L'armée égyptienne a fait opposition à la tentative désespérée et ridicule, du pouvoir de maquiller la réalité en minorant le nombre des manifestants, du 30 juin. Les différentes sources parlent de 4 à 8 millions d'égyptiens, dans les rues des villes égyptiennes, ce qui est extraordinaire, lorsque l'on sait que ce n'est pas une journée chômée. Pourtant, elle a été choisie a dessein, justement, parce qu'elle est chômée, dans les pays qui comptent, car le spectacle s'adressait à tout le monde et c'était réussi. De la virtuosité et de la haute voltige, comme seuls les réalisateurs de Hollywood en sont capables, au cinéma. Rétrospectivement, on ne peut qu'admirer davantage, le mouvement Tamarrod, qui a pris des risques considérables, et a magistralement, réussi son challenge, en transformant l'essai de vendredi dernier. Bravo, messieurs, je vous salue bien bas. D'autant plus bas, que vous nous donnez une leçon magistrale, que nous ne sommes pas prêts d'oublier. On estime à plus de 200, le nombre de chaines de TV qui ont relayé en direct, partout, dans le monde, ce spectacle grandiose, ahurissant et inédit. Selon la chaîne de télévision Al-Mayadin, les militaires égyptiens ont donné au gouvernement et à l'opposition, une semaine, pour arriver au compromis. Si la situation continue à se dégrader, a déclaré le ministre de la défense Abdel Fattah as-Sisi, « l'armée prendra sous sa protection, l'Etat et le peuple égyptien ».L'Etat et le peuple, pas le pouvoir, vous comprenez ? Pas le pouvoir en place, et surtout pas MORSI !

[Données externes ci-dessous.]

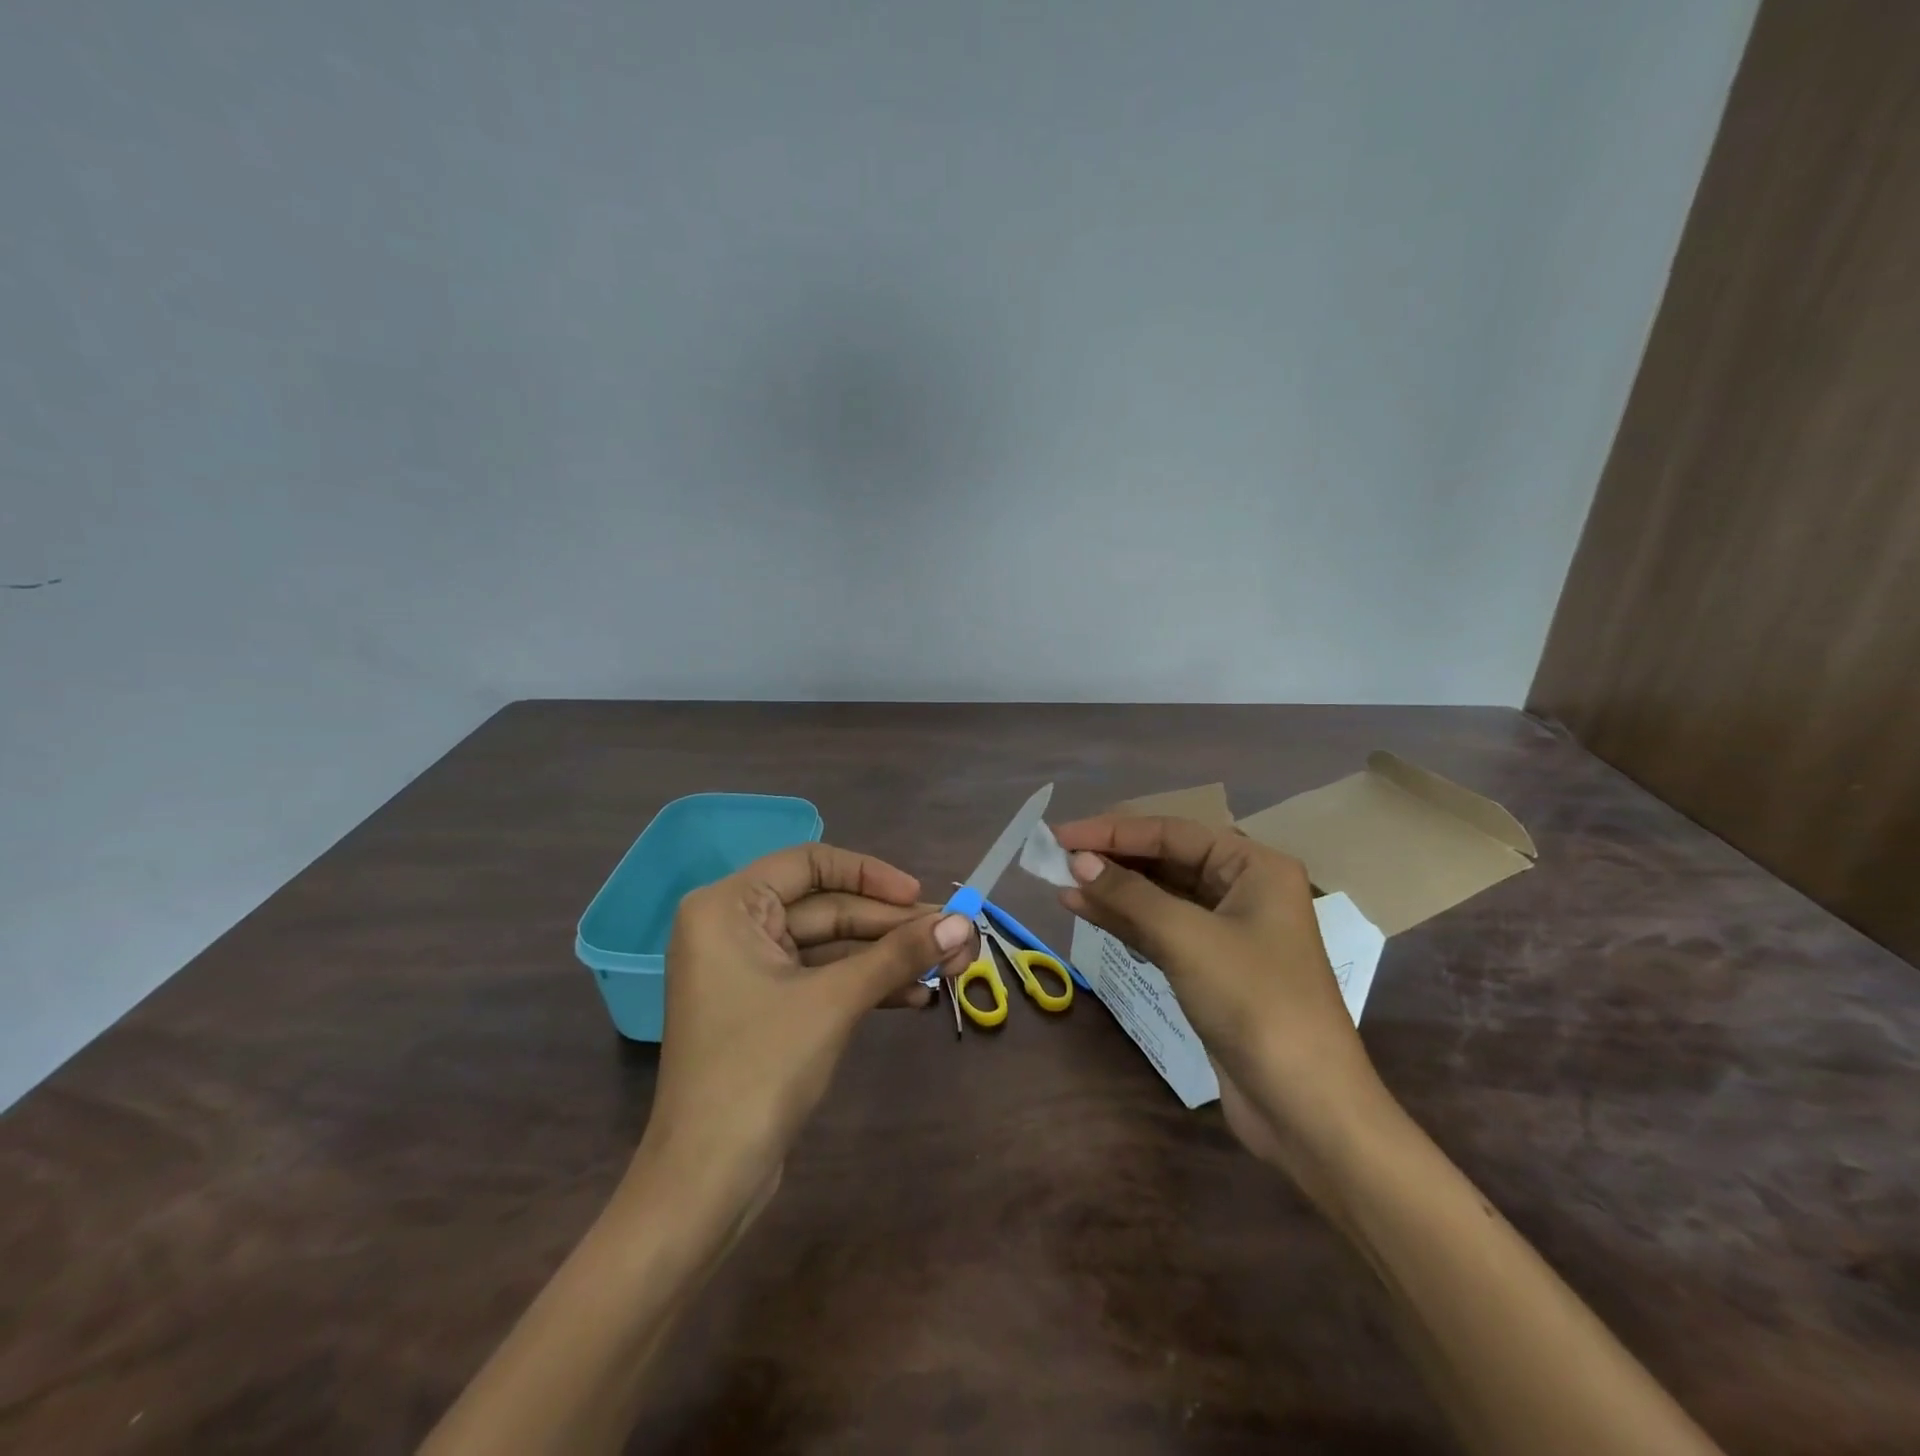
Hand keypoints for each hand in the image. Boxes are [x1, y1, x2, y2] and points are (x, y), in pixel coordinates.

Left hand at [638, 844, 977, 1203]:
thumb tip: (964, 922)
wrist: (707, 1181)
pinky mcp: (767, 1008)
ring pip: (831, 946)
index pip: (810, 863)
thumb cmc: (760, 1069)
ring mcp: (750, 971)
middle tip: (955, 936)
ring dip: (888, 957)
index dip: (870, 875)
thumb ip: (898, 954)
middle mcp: (733, 928)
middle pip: (827, 907)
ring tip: (951, 967)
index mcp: (728, 907)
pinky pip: (823, 979)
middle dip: (892, 926)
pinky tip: (917, 997)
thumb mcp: (835, 1001)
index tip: (919, 897)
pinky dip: (866, 985)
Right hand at [1052, 815, 1388, 1182]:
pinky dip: (1123, 921)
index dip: (1113, 831)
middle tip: (1055, 856)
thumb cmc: (1255, 1003)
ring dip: (1111, 890)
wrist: (1304, 1106)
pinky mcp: (1209, 968)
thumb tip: (1077, 861)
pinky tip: (1085, 911)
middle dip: (1111, 859)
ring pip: (1158, 896)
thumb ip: (1129, 895)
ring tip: (1059, 882)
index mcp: (1254, 867)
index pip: (1172, 833)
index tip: (1060, 834)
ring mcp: (1226, 931)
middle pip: (1165, 860)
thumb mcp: (1187, 938)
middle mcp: (1242, 889)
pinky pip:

Si j'ai un seul reproche à faire, au général Ammar, c'est d'avoir choisi le mauvais tempo, pour faire prévaloir ses droits à la retraite, au moment même, où le chef de l'armée égyptienne Abdel Fattah as-Sisi, annonce que « l'armée prendra sous sa protection l'Etat et le peuple égyptien ». L'armée tunisienne a aussi, son rôle à jouer, dans le processus postrévolutionnaire, encore en cours, en Tunisie et ce n'est vraiment pas le moment, de penser à la retraite, ni à aucun autre projet familial ou autre, car, dans la vie, il y des priorités, qui ne sont pas forcément, celles que l'on choisit à titre individuel, en faisant abstraction du destin. Rachid Ammar a avoué lui-même, qu'il était à l'origine du projet de Hamadi Jebali, de constituer un gouvernement de technocrates. L'initiative, certainement sincère et louable, a permis de calmer la colère populaire et de gagner suffisamment, de temps pour absorber la tension de la rue. Au vu de ce qui se passe aujourd'hui, en Egypte, je me prends à rêver d'un monde parallèle, où l'initiative de Rachid Ammar, n'aurait pas eu lieu et où la tension de la rue n'a pas été amortie. D'un monde où la mobilisation de la rue tunisienne, ce 8 février 2013, n'a pas faibli et a abouti au départ des tartuffes et des rétrogrades, du pouvoir, sous peine d'être châtié, par la vindicte populaire, qui ne pardonne rien. Bref je rêve d'une Tunisie, qui aurait pu précéder l'Egypte, et Tamarrod, sur le chemin de la rébellion populaire, si Hammadi Jebali n'avait pas fait sa proposition, qui lui a été soufflée, par le Général Ammar.

Mais l'on ne refait pas le monde en rêve, avec des « si ».On peut le refaire, par contre, par le retrait d'une démission, le temps de corriger le cours de l'histoire, qui n'avait pas pris la bonne direction, le 8 février 2013, à cause d'une certaine proposition. Mes respects, mon Général.